Ma il poco tempo che avrà a disposizione il prossimo esecutivo per la costruzione della manovra non faciliterà certo il ricorso a interventi “invasivi”. Senza considerare che misure dall’impatto pesante sui conti pubblici, come ad esempio Quota 41 (che secondo le stime dell’Inps già il primo anno costerebbe oltre 4 miliardi) richiederebbero, con un quadro economico già in sofferenza e destinato ad aggravarsi nei prossimi mesi a causa della crisi energetica e del conflitto russo-ucraino, quasi sicuramente il ricorso a nuovo deficit. Che difficilmente la Ue sarà disposta a concedere anche alla luce del probabile rallentamento della fase attuativa del Pnrr rispetto alla tabella di marcia predisposta da Draghi d’intesa con Bruxelles per centrare gli obiettivi del Pnrr.
La manovra, tra l’altro, di per sé dovrà assorbire un ulteriore appesantimento della spesa pensionistica, che sarà messa a dura prova dall’adeguamento degli assegni al caro prezzi: con un’inflazione dell’8% a fine anno l’impennata dei costi previdenziali sarebbe di 24 miliardi, secondo le stime degli esperti dell’Inps, elaborate anche sulla base delle valutazioni dell’Ufficio parlamentare di bilancio. Nell’ultimo Def, proprio per effetto dell’indicizzazione dei trattamenti, si prevede già un aumento della spesa pensionistica del 7% nel 2023. Ma con tutta probabilità la crescita delle uscite sarà più elevata. E l’Upb tra le pieghe di un report su Quota 100, messo a punto nelle scorse settimane con l’Inps, ha lanciato di fatto anche un altro allarme sottolineando che l’evoluzione demografica (aumento della speranza di vita, scarsa natalità, inversione nel rapporto tra numero di pensioni e numero di occupati) produrrà un aumento della spesa pensionistica in rapporto al Pil nei prossimi anni, a prescindere dall’effetto inflattivo. Anche senza la crisi di governo, in altre parole, allentare i cordoni della borsa sarebbe stato complicato.

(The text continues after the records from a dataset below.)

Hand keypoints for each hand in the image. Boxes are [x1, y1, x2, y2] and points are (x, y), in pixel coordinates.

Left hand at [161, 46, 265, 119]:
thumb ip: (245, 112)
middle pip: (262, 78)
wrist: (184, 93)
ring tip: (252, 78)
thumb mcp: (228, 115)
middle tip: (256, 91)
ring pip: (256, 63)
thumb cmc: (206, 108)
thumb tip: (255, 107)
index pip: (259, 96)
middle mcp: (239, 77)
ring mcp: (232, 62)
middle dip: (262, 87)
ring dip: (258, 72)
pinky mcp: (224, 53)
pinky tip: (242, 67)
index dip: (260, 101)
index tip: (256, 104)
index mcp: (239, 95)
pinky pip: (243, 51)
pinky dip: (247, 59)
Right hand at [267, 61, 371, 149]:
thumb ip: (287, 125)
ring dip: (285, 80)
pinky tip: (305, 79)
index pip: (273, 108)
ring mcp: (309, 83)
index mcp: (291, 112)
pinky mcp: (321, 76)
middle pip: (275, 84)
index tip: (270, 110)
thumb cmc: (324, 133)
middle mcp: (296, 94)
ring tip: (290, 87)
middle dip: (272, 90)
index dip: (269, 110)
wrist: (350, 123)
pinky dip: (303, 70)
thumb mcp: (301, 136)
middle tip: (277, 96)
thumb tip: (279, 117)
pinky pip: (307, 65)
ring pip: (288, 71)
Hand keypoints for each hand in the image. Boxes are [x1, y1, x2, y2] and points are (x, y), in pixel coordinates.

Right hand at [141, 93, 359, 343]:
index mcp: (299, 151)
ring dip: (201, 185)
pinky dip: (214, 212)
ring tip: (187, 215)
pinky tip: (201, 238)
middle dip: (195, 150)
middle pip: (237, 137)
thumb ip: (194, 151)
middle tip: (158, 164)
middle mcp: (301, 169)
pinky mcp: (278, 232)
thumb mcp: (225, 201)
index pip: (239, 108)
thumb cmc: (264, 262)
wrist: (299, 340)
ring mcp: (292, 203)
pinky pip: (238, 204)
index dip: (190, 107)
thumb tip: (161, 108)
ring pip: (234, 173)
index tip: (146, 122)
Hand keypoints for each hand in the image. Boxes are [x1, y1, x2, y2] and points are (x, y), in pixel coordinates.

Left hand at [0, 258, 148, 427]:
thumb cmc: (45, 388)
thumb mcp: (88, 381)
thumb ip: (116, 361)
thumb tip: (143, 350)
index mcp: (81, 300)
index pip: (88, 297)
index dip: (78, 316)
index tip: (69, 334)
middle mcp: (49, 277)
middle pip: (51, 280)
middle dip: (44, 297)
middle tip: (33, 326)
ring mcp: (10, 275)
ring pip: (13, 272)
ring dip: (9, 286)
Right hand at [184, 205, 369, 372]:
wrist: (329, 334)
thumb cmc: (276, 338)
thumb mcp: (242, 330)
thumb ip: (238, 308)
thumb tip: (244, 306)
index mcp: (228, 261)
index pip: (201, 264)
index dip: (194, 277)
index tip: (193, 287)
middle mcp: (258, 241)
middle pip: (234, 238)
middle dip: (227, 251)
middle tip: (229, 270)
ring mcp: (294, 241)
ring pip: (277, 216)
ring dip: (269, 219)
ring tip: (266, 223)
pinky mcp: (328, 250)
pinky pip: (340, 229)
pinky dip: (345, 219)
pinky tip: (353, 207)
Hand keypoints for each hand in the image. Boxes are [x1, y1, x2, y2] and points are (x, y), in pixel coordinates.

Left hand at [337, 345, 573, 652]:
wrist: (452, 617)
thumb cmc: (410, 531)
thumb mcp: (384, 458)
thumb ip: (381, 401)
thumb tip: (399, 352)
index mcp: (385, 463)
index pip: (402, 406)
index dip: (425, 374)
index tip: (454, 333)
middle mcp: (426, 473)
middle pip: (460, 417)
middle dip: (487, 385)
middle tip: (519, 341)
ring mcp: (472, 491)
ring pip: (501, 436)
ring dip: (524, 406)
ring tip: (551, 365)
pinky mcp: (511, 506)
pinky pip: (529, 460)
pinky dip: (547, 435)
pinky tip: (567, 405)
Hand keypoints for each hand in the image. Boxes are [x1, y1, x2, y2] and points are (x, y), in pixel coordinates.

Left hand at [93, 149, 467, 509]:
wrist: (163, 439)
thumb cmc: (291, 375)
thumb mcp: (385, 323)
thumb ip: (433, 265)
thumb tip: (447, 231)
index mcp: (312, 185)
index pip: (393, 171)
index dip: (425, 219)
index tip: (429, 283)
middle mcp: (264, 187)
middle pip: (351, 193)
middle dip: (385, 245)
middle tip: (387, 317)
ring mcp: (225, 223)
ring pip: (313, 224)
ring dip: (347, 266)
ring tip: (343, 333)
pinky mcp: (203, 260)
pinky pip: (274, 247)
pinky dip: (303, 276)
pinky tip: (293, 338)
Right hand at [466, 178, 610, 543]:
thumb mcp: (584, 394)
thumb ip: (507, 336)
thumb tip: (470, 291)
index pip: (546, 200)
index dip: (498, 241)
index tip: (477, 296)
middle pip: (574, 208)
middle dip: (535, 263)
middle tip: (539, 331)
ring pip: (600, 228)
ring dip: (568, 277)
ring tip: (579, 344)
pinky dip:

La strada per correggere la legge Fornero, insomma, da mesi era già in salita. Dalle simulazioni dell’Inps emerge che anche l’ipotesi più soft per i conti pubblici, ovvero la proposta Tridico di un anticipo a 63 anni della sola fetta contributiva dell’assegno, costerebbe quasi 4 miliardi nel primo triennio. Ancora più elevato sarebbe l’impatto di un’uscita con 64 anni d’età e 35 di contributi e il trattamento interamente ricalcolato con il metodo contributivo (5,9 miliardi nei prossimi tre anni), per non parlare dell’opzione che prevede una penalizzazione del 3% sulla sola quota retributiva per ogni anni di anticipo, partendo sempre da 64 anni, rispetto alla soglia di vecchiaia: 6,7 miliardi tra il 2023 e il 2025. Con Quota 41 i costi salirebbero ulteriormente e già dopo 10 anni si raggiungerebbe un picco di spesa di circa 10 miliardi. Una situazione di difficile agibilità, insomma, è quella che si prospetta sul versante previdenziale per il prossimo governo. Che potrebbe forse prendere in considerazione l’ipotesi di prorogare di un anno la Quota 102 targata Draghi in attesa di valutare i reali margini di manovra per mantenere, almeno in parte, le promesse elettorali.